## EXERCISE INSTRUCTIONS
Using the listing below, please gather every line containing the word "Right".

## AVAILABLE DATA
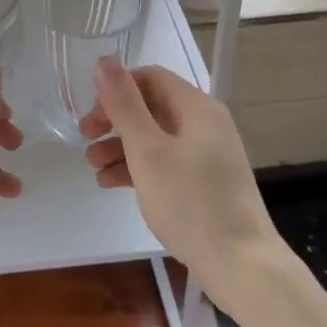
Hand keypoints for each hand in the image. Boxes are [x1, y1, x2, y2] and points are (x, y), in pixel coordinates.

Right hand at [79, 57, 282, 309]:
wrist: (241, 265)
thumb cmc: (191, 202)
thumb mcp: (148, 151)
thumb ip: (125, 105)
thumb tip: (105, 61)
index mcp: (197, 108)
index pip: (150, 77)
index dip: (116, 89)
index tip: (91, 115)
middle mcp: (205, 123)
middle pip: (151, 106)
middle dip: (115, 120)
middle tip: (85, 138)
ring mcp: (207, 154)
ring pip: (156, 137)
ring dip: (121, 146)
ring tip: (93, 167)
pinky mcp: (205, 182)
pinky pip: (166, 162)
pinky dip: (138, 167)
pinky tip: (111, 183)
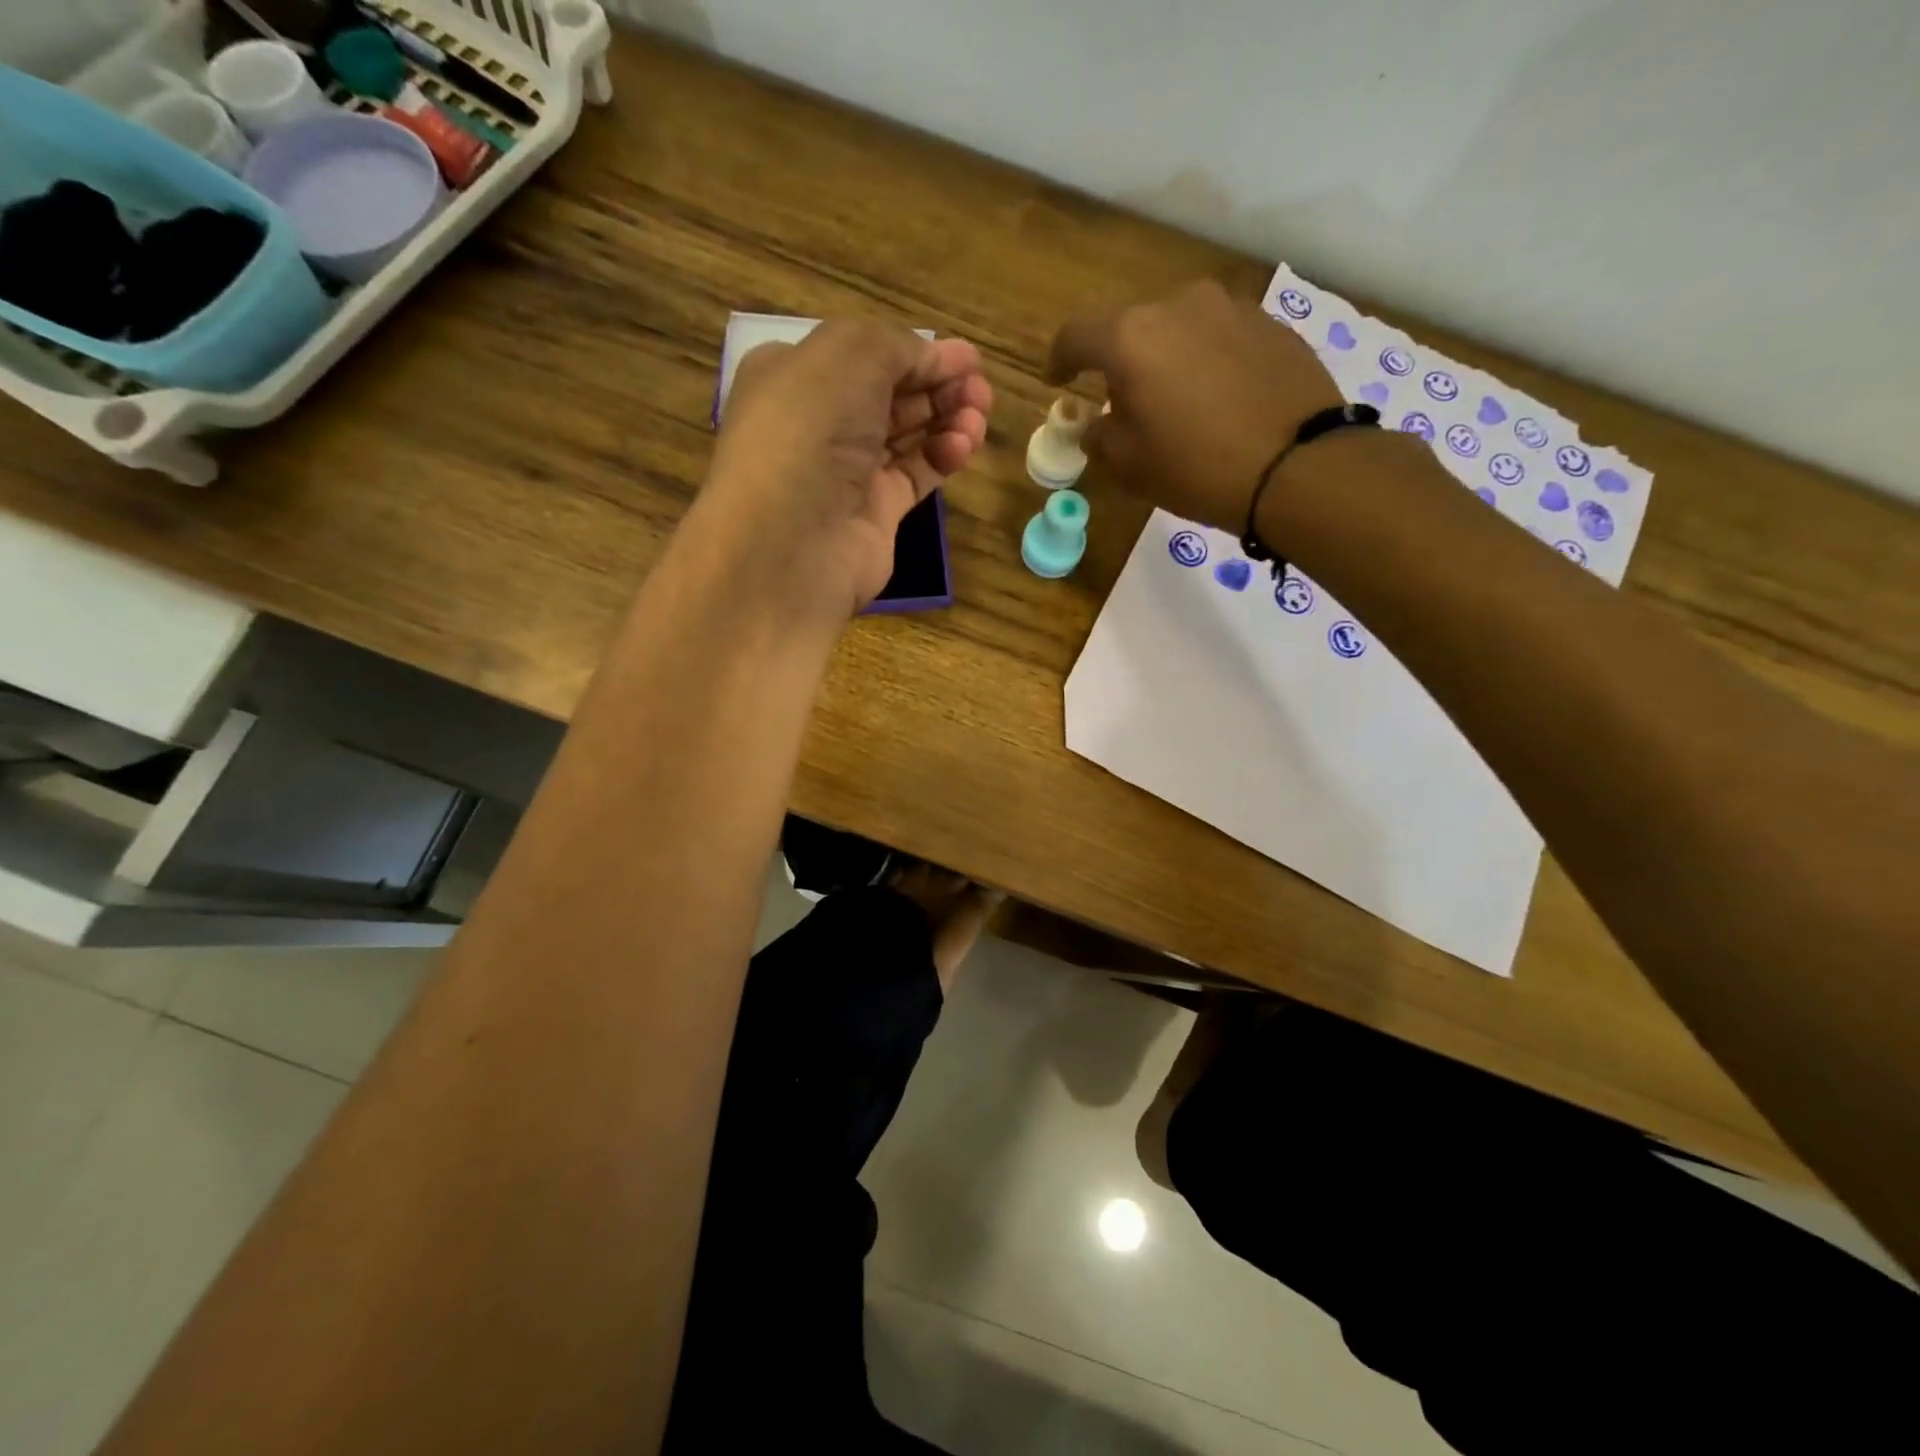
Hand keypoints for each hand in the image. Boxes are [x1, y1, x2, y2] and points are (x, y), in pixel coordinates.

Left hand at [702, 319, 991, 621]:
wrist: (792, 539)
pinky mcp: (874, 514)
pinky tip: (963, 447)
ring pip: (906, 436)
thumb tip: (931, 361)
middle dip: (939, 386)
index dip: (916, 352)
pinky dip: (942, 457)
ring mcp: (845, 473)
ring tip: (979, 416)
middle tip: (980, 389)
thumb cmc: (810, 429)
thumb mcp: (850, 353)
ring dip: (947, 419)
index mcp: (793, 376)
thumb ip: (897, 346)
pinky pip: (914, 476)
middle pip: (889, 395)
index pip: (863, 356)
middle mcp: (817, 424)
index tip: (967, 358)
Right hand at [1047, 279, 1343, 532]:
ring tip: (1178, 401)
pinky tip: (1219, 399)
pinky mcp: (1270, 323)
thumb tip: (1096, 424)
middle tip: (1125, 403)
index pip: (1076, 337)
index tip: (1057, 381)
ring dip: (1167, 358)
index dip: (1059, 360)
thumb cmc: (1196, 468)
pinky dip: (1207, 361)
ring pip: (1179, 329)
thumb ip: (1099, 436)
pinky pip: (1219, 337)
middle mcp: (1178, 306)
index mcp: (1131, 338)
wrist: (1297, 467)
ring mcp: (1230, 308)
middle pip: (1131, 328)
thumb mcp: (1129, 464)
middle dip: (1120, 363)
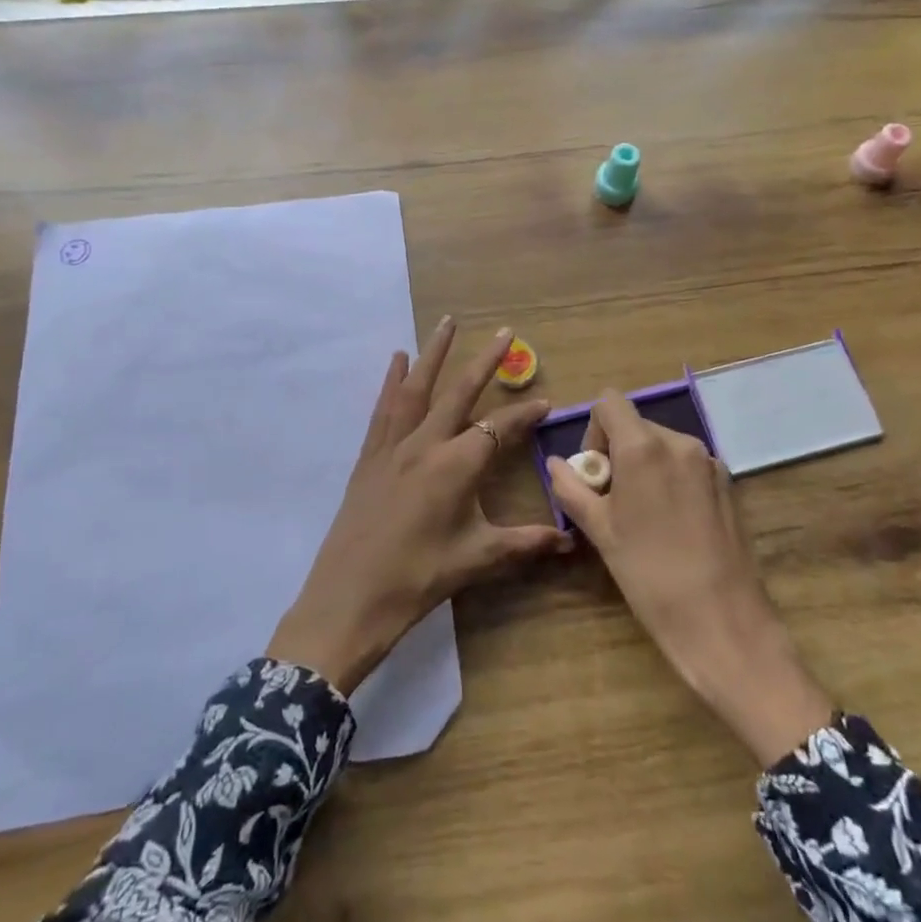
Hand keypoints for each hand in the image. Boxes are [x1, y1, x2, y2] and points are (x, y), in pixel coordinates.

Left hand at [268, 319, 574, 693]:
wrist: (350, 598)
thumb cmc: (419, 578)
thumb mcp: (478, 559)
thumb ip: (526, 543)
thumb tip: (570, 540)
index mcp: (456, 465)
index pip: (500, 428)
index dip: (525, 414)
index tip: (546, 401)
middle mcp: (425, 444)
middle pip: (459, 391)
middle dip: (485, 361)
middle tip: (505, 331)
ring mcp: (393, 446)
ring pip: (417, 388)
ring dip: (434, 353)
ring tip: (447, 323)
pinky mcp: (370, 455)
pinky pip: (384, 408)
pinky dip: (393, 380)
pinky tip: (397, 360)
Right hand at [547, 392, 834, 766]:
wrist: (723, 622)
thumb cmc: (649, 574)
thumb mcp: (599, 531)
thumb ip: (571, 489)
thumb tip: (556, 464)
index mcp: (643, 446)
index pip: (609, 402)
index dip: (593, 430)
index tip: (595, 473)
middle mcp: (679, 442)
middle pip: (636, 425)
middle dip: (618, 453)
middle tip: (612, 502)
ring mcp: (709, 462)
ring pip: (663, 446)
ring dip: (644, 467)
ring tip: (642, 518)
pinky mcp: (729, 484)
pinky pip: (687, 466)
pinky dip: (671, 480)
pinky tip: (672, 525)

## RESULT FOR THIS EXERCISE
Right hand at [79, 57, 282, 309]:
Right hand at [1047, 279, 1343, 532]:
Right hand at [547, 392, 834, 766]:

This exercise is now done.